### What is needed
Give the records below again exactly, and exclude each picture.

───── Input data

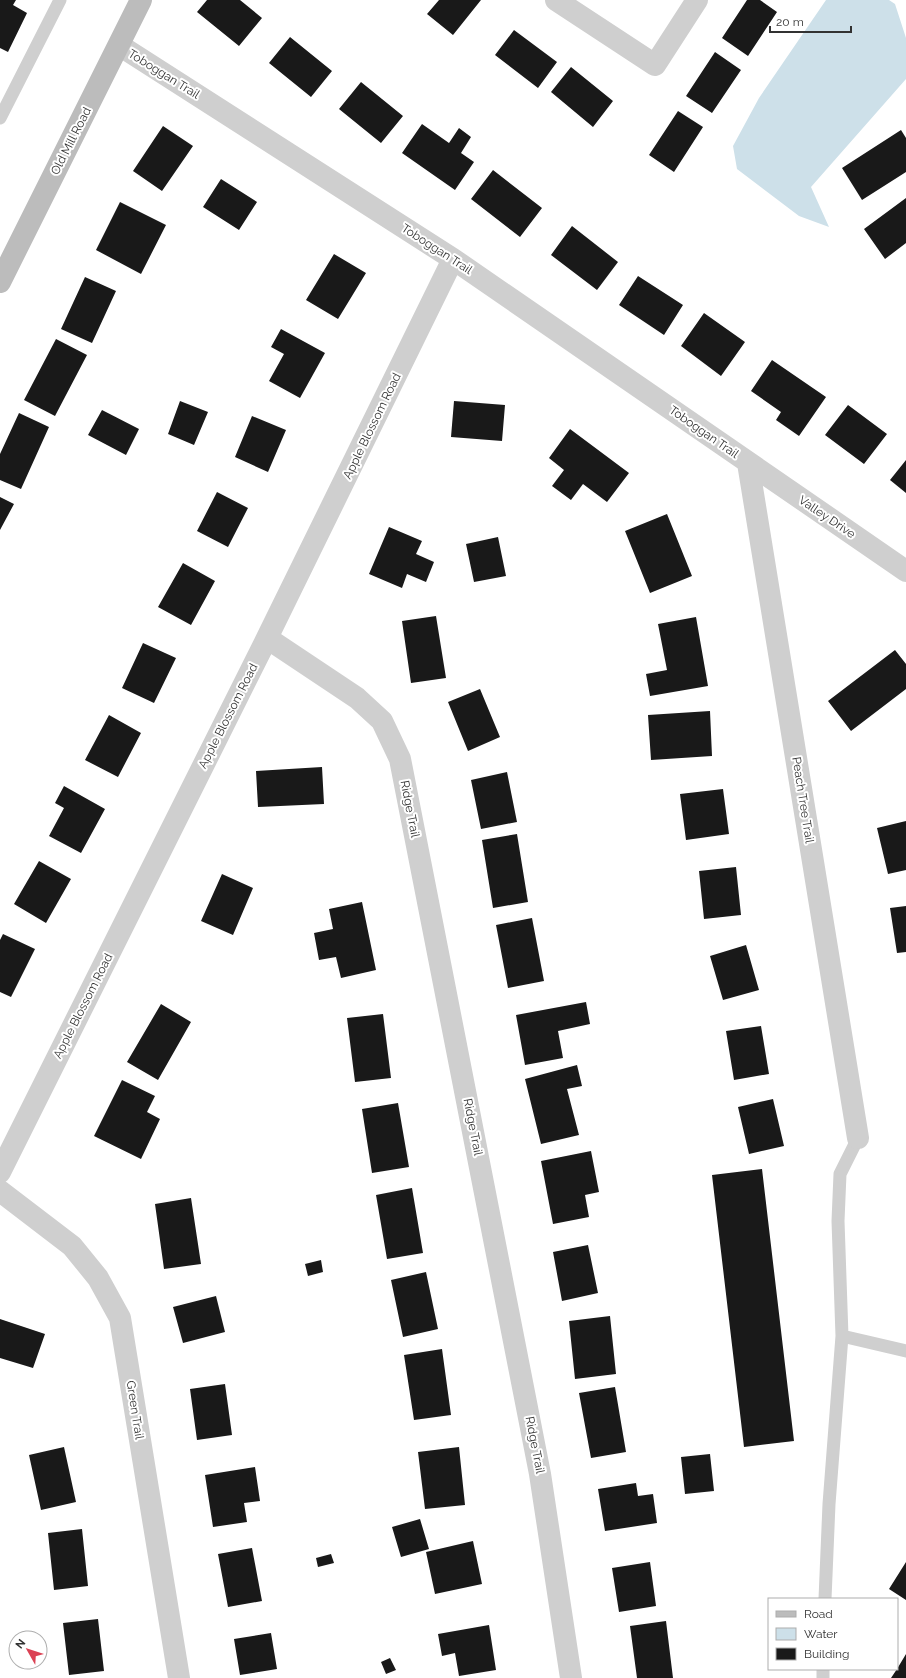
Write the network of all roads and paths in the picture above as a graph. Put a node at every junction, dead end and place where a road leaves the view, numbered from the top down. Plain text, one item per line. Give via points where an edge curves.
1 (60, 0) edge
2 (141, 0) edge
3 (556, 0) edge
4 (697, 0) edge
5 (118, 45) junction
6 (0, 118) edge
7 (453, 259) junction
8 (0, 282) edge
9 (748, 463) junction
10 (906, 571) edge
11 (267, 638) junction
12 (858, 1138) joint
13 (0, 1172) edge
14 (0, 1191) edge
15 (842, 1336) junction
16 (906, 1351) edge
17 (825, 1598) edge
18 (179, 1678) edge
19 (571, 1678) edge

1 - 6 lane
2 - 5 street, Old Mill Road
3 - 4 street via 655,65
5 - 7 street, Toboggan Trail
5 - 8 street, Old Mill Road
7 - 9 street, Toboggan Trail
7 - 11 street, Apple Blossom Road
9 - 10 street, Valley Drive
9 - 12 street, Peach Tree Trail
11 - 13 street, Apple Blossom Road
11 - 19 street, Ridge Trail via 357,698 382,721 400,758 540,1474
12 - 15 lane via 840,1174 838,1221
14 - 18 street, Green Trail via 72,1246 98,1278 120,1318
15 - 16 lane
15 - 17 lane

──────────

### Answer to the problem
Write the network of all roads and paths in the picture above as a graph. Put a node at every junction, dead end and place where a road leaves the view, numbered from the top down. Plain text, one item per line. Give via points where an edge curves.
1 (60, 0) edge
2 (141, 0) edge
3 (556, 0) edge
4 (697, 0) edge
5 (118, 45) junction
6 (0, 118) edge
7 (453, 259) junction
8 (0, 282) edge
9 (748, 463) junction
10 (906, 571) edge
11 (267, 638) junction
12 (858, 1138) joint
13 (0, 1172) edge
14 (0, 1191) edge
15 (842, 1336) junction
16 (906, 1351) edge
17 (825, 1598) edge
18 (179, 1678) edge
19 (571, 1678) edge

1 - 6 lane
2 - 5 street, Old Mill Road
3 - 4 street via 655,65
5 - 7 street, Toboggan Trail
5 - 8 street, Old Mill Road
7 - 9 street, Toboggan Trail
7 - 11 street, Apple Blossom Road
9 - 10 street, Valley Drive
9 - 12 street, Peach Tree Trail
11 - 13 street, Apple Blossom Road
11 - 19 street, Ridge Trail via 357,698 382,721 400,758 540,1474
12 - 15 lane via 840,1174 838,1221
14 - 18 street, Green Trail via 72,1246 98,1278 120,1318
15 - 16 lane
15 - 17 lane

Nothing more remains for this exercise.